Abstract

We reexamine large CP-violating phases in the general minimal supersymmetric standard model, as well as more restricted models. We perform a detailed scan over parameter space to find solutions which satisfy the current experimental limits on the electric dipole moments of the electron, neutron and ${}^{199}\mathrm{Hg}$ atom, exploring the allowed configurations of phases and masses, and we attempt to quantify the level of tuning of the parameters necessary to populate the regions of cancellations. We then consider the measurement of CP-violating phases at a future linear collider. We find that measurements of chargino and neutralino masses and production cross sections allow for a determination of ${\ensuremath{\varphi}}_{1}$ (the phase of ${M}_{1})$ to a precision of $\ensuremath{\pi}/30,$ while the EDM constraints require that ${\ensuremath{\theta}}_{\ensuremath{\mu}}$ be too small to be measured. Using the EDM constraints we find that the CP-even model parameters and the phase ${\ensuremath{\varphi}}_{1}$ can be determined at a linear collider with $400\mathrm{GeV}$ c.m. energy.

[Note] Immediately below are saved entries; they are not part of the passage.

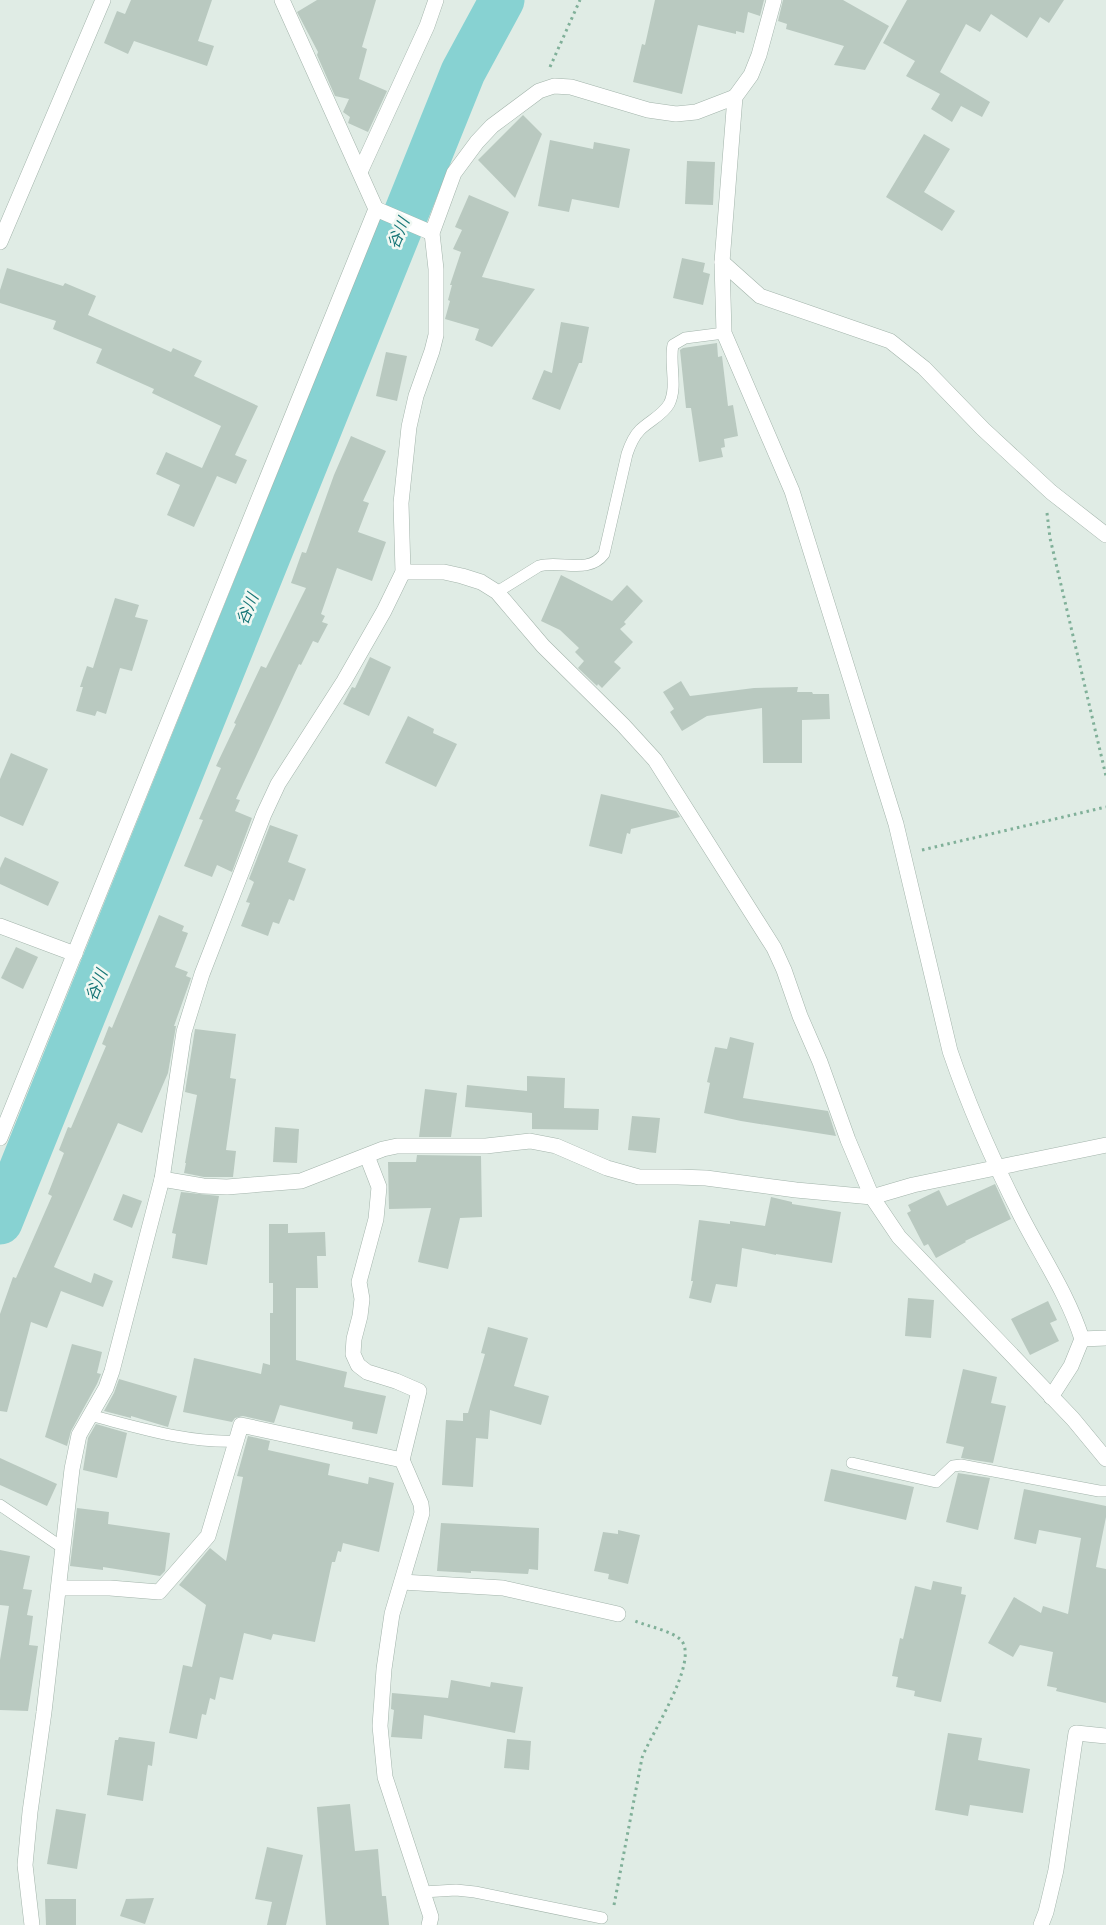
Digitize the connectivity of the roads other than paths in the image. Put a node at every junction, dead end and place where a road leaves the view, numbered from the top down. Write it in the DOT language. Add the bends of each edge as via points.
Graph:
graph roads {
  1 [pos="103,0"];
  2 [pos="282,0"];
  3 [pos="436,0"];
  4 [pos="774,0"];
  5 [pos="735,97"];
  6 [pos="360,172"];
  7 [pos="382,211"];
  8 [pos="426,231"];
  9 [pos="0,242"];
  10 [pos="722,262"];
  11 [pos="724,333"];
  12 [pos="1106,535"];
  13 [pos="403,572"];
  14 [pos="497,592"];
  15 [pos="0,926"];
  16 [pos="75,954"];
  17 [pos="0,1138"];
  18 [pos="1106,1145"];
  19 [pos="367,1156"];
  20 [pos="998,1168"];
  21 [pos="162,1179"];
  22 [pos="872,1197"];
  23 [pos="1106,1338"];
  24 [pos="1082,1339"];
  25 [pos="1051,1397"];
  26 [pos="89,1415"];
  27 [pos="236,1441"];
  28 [pos="1106,1459"];
  29 [pos="402,1460"];
  30 [pos="852,1463"];
  31 [pos="1106,1491"];
  32 [pos="0,1505"];
  33 [pos="63,1548"];
  34 [pos="402,1582"];
  35 [pos="59,1588"];
  36 [pos="618,1614"];
  37 [pos="1106,1736"];
  38 [pos="422,1892"];
  39 [pos="602,1918"];
  40 [pos="32,1925"];
  41 [pos="429,1925"];
  42 [pos="1041,1925"];
  1 -- 9 [label="street"];
  2 -- 6 [label="street"];
  3 -- 6 [label="street"];
  4 -- 5 [label="street" via="751,75"];
  5 -- 8 [label="street" via="696,112 676,114 648,110 571,86 543,89 492,126 477,142 454,173"];
  5 -- 10 [label="street"];
  6 -- 7 [label="street"];
  7 -- 8 [label="street"];
  7 -- 16 [label="street"];
  8 -- 13 [label="street" via="436,269 436,335 409,427 401,503"];
  10 -- 11 [label="street"];
  10 -- 12 [label="street" via="760,296 890,341 924,368 1051,492"];
  11 -- 14 [label="lane" via="685,338 673,345 670,403 632,441 604,554 598,561 589,566 539,566"];
  11 -- 20 [label="street" via="792,491 896,824 950,1051 962,1087"];
  13 -- 14 [label="street" via="444,572 481,582"];
  13 -- 21 [label="street" via="362,650 278,784 264,814 202,974 184,1032"];
  14 -- 22 [label="street" via="543,646 655,760 774,948"];
  15 -- 16 [label="street"];
  16 -- 17 [label="street"];
  18 -- 20 [label="street"];
  19 -- 21 [label="street" via="301,1181 228,1187"];
  19 -- 22 [label="street" via="397,1146 486,1146 530,1141 556,1146 607,1168 639,1177 706,1178"];
  19 -- 29 [label="street" via="379,1188 376,1218 359,1282 362,1299 353,1354 358,1365 367,1372 419,1391"];
  20 -- 22 [label="street"];
  20 -- 24 [label="street" via="1074,1313"];
  21 -- 26 [label="street" via="112,1371 106,1388"];
  22 -- 25 [label="street" via="898,1237"];
  23 -- 24 [label="street"];
  24 -- 25 [label="street" via="1071,1366"];
  25 -- 28 [label="street"];
  26 -- 27 [label="lane" via="172,1436 213,1442"];
  26 -- 33 [label="street" via="79,1435 72,1470"];
  27 -- 29 [label="street" via="240,1425"];
  27 -- 35 [label="street" via="208,1536 159,1592"];
  29 -- 34 [label="street" via="422,1513"];
  30 -- 31 [label="lane" via="936,1482 953,1466 961,1466"];
  32 -- 33 [label="lane"];
  33 -- 35 [label="street"];
  34 -- 36 [label="street" via="504,1588"];
  34 -- 38 [label="street" via="392,1614 380,1726 385,1776"];
  35 -- 40 [label="street" via="25,1865"];
  37 -- 42 [label="street" via="1076,1732 1056,1870"];
  38 -- 39 [label="lane" via="475,1892"];
  38 -- 41 [label="street" via="430,1917"];
}
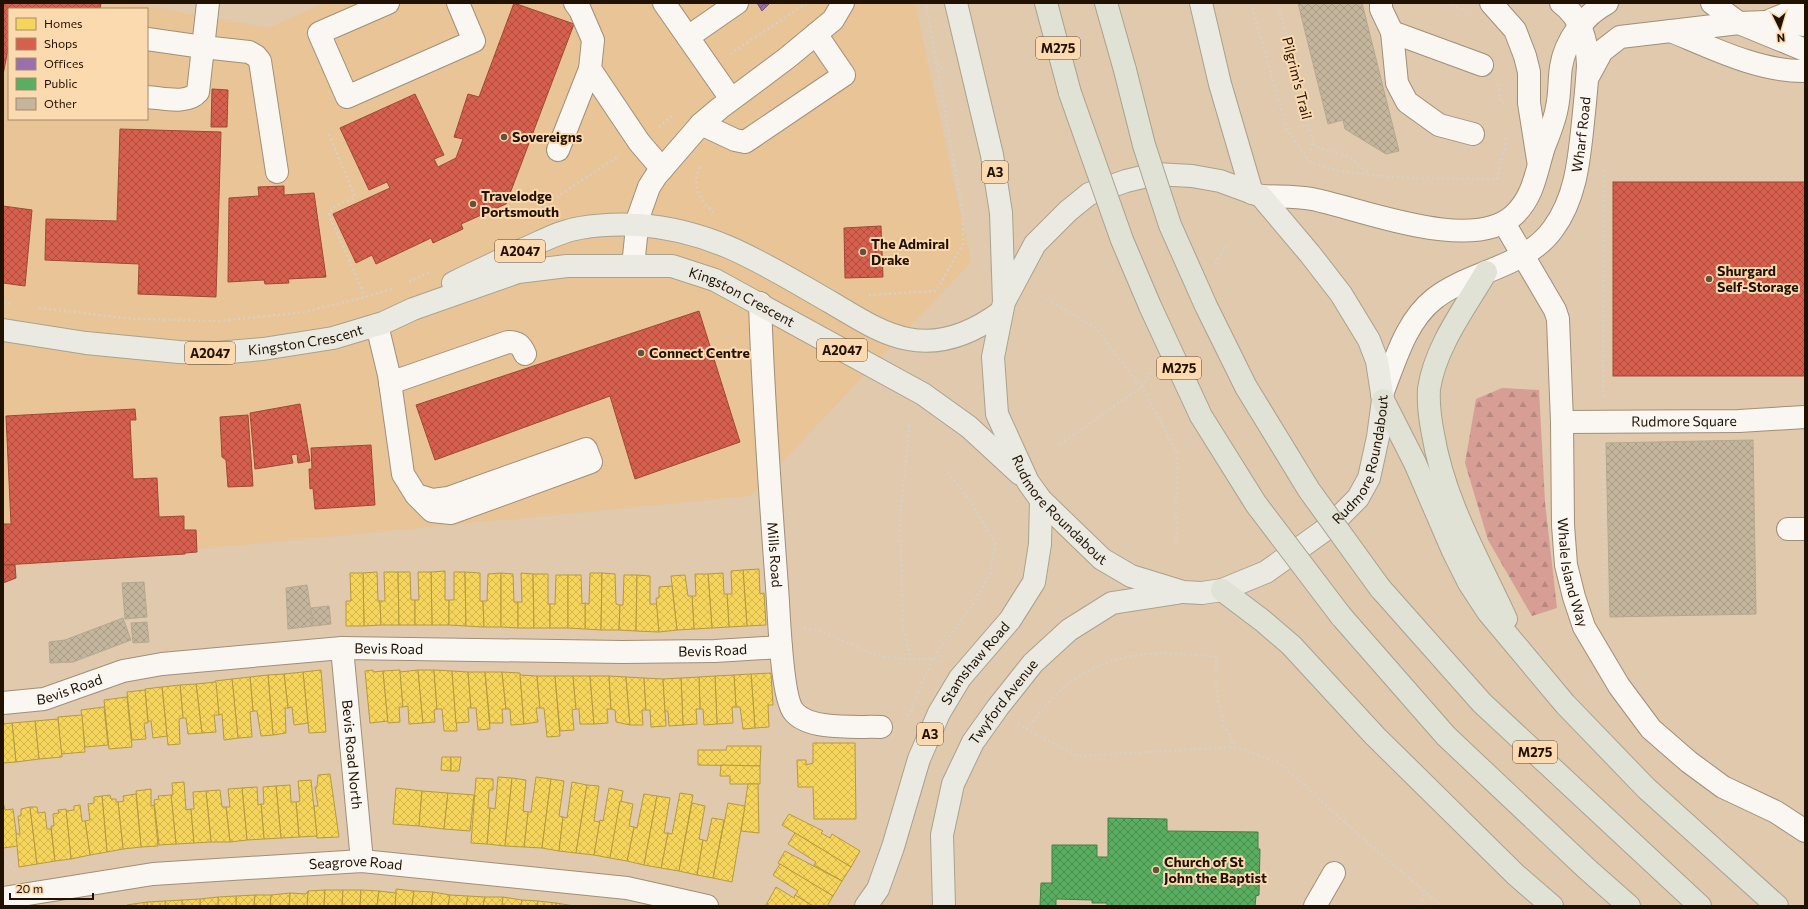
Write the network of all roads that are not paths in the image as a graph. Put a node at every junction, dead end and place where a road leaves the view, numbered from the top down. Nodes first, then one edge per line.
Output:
1 (208, 3) edge
2 (388, 3) edge
3 (458, 3) edge
4 (575, 3) edge
5 (664, 3) edge
6 (737, 3) edge
7 (843, 3) edge
8 (956, 3) edge
9 (1046, 3) edge
10 (1106, 3) edge
11 (1201, 3) edge
12 (1381, 3) edge
13 (1491, 3) edge
14 (1561, 3) edge
15 (1607, 3) edge
16 (1712, 3) edge
17 (1805, 6) edge
18 (1766, 22) junction
19 (1739, 23) junction
20 (1581, 25) junction
21 (1805, 25) edge
22 (1669, 30) junction
23 (1392, 32) junction
24 (816, 34) junction
25 (688, 37) junction
26 (148, 39) edge
27 (203, 47) junction
28 (1805, 50) edge
29 (1482, 65) dead end
30 (590, 69) junction
31 (1805, 71) edge
32 (1588, 77) junction
33 (148, 97) edge
34 (731, 99) junction
35 (702, 124) junction
36 (1473, 134) dead end
37 (558, 150) dead end
38 (1538, 165) junction
39 (662, 169) junction
40 (277, 172) dead end
41 (1256, 195) junction
42 (1504, 223) junction
43 (637, 225) junction
44 (1522, 255) junction
45 (633, 266) junction
46 (1486, 272) junction
47 (760, 304) junction
48 (1003, 307) junction
49 (413, 309) junction
50 (377, 324) junction
51 (3, 330) edge
52 (525, 354) dead end
53 (390, 383) junction
54 (1382, 397) junction
55 (1805, 417) edge
56 (1562, 422) junction
57 (1028, 482) junction
58 (416, 494) junction
59 (1041, 500) junction
60 (1222, 590) junction
61 (1182, 592) junction
62 (781, 647) junction
63 (342, 648) junction
64 (1522, 653) junction
65 (3, 703) edge
66 (881, 727) dead end
67 (1805, 831) edge
68 (362, 861) junction
69 (1334, 873) dead end
70 (3, 898) edge
71 (707, 906) edge
72 (866, 906) edge
73 (944, 906) edge
74 (1315, 906) edge
75 (1552, 906) edge
76 (1629, 906) edge
77 (1700, 906) edge
78 (1777, 906) edge

1 - 27 street
2 - 3 street
4 - 30 street
5 - 25 street
6 - 25 street
7 - 24 street
8 - 48 main road, A3
9 - 76 highway, M275, bridge
10 - 77 highway, M275, bridge
11 - 41 main road
12 - 23 street
13 - 38 street
14 - 20 street, Wharf Road
15 - 20 street
16 - 19 street
17 - 18 street
18 - 19 street
18 - 21 street
19 - 22 street
19 - 28 street
20 - 32 street, Wharf Road
20 - 38 street
22 - 31 street
22 - 32 street
23 - 29 street
23 - 36 street
24 - 34 street
24 - 35 street
25 - 34 street
26 - 27 street
27 - 33 street
27 - 40 street
30 - 37 street
30 - 39 street
32 - 44 street, Wharf Road
34 - 35 street
35 - 39 street
38 - 42 street
39 - 43 street
41 - 42 street
41 - 48 main road, Rudmore Roundabout
41 - 54 main road, Rudmore Roundabout
42 - 44 street, Whale Island Way
43 - 45 street
43 - 48 main road, Kingston Crescent / A2047
43 - 49 main road, Kingston Crescent / A2047
44 - 46 street, Wharf Road
44 - 56 street, Whale Island Way
45 - 47 main road, Kingston Crescent / A2047
45 - 49 main road, Kingston Crescent / A2047
46 - 54 street, Wharf Road
46 - 64 highway
47 - 57 main road, Kingston Crescent / A2047
47 - 62 street, Mills Road
48 - 57 main road, Rudmore Roundabout
49 - 50 main road, Kingston Crescent / A2047
50 - 51 main road, Kingston Crescent / A2047
50 - 53 street
52 - 53 street
53 - 58 street
54 - 60 main road, Rudmore Roundabout
54 - 64 highway
55 - 56 street, Rudmore Square
56 - 67 street, Whale Island Way
57 - 59 main road, Rudmore Roundabout
58 - 58 street
59 - 61 main road, Rudmore Roundabout
59 - 72 main road, Stamshaw Road / A3
60 - 61 main road, Rudmore Roundabout
60 - 75 highway
61 - 73 main road, Twyford Avenue
62 - 63 street, Bevis Road
62 - 66 street, Mills Road
63 - 65 street, Bevis Road
63 - 68 street, Bevis Road North
64 - 78 highway
68 - 70 street, Seagrove Road
68 - 71 street, Seagrove Road
69 - 74 street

As long as some information on the size of $|\ensuremath{\mu}|$ is included in the observables, a measurement of ${\ensuremath{\varphi}}_{1}$ is guaranteed for ${\ensuremath{\varphi}}_{1}>\ensuremath{\pi}/10.$ To unambiguously identify $\mathrm{CP}$ violation, we construct CP-odd kinematical variables at a linear collider. However, the $\mathrm{CP}$ asymmetries are rather small, typically about 0.1--1.5 %, and it will be challenging to experimentally observe the predicted asymmetries.